-- Assigned task --
Extract the complete data exactly as given.

◆ ◆ ◆ ◆ ◆

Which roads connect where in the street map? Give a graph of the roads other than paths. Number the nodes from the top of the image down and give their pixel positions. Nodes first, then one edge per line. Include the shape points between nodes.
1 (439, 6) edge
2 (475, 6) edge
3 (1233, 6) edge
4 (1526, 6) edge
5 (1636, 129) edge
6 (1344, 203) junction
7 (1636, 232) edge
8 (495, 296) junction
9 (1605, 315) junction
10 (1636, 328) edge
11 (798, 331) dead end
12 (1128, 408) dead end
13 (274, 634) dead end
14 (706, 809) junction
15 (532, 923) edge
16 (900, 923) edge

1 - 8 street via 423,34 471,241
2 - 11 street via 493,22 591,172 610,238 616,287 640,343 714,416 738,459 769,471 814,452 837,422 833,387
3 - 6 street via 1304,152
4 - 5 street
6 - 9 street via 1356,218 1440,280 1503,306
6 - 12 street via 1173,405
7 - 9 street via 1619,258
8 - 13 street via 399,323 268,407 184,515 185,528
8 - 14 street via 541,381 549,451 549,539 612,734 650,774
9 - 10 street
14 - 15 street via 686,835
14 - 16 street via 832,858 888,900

◆ ◆ ◆ ◆ ◆

-- Result for this task --
Which roads connect where in the street map? Give a graph of the roads other than paths. Number the nodes from the top of the image down and give their pixel positions. Nodes first, then one edge per line. Include the shape points between nodes.
1 (439, 6) edge
2 (475, 6) edge
3 (1233, 6) edge
4 (1526, 6) edge
5 (1636, 129) edge
6 (1344, 203) junction
7 (1636, 232) edge
8 (495, 296) junction
9 (1605, 315) junction
10 (1636, 328) edge
11 (798, 331) dead end
12 (1128, 408) dead end
13 (274, 634) dead end
14 (706, 809) junction
15 (532, 923) edge
16 (900, 923) edge

1 - 8 street via 423,34 471,241
2 - 11 street via 493,22 591,172 610,238 616,287 640,343 714,416 738,459 769,471 814,452 837,422 833,387
3 - 6 street via 1304,152
4 - 5 street
6 - 9 street via 1356,218 1440,280 1503,306
6 - 12 street via 1173,405
7 - 9 street via 1619,258
8 - 13 street via 399,323 268,407 184,515 185,528
8 - 14 street via 541,381 549,451 549,539 612,734 650,774
9 - 10 street
14 - 15 street via 686,835
14 - 16 street via 832,858 888,900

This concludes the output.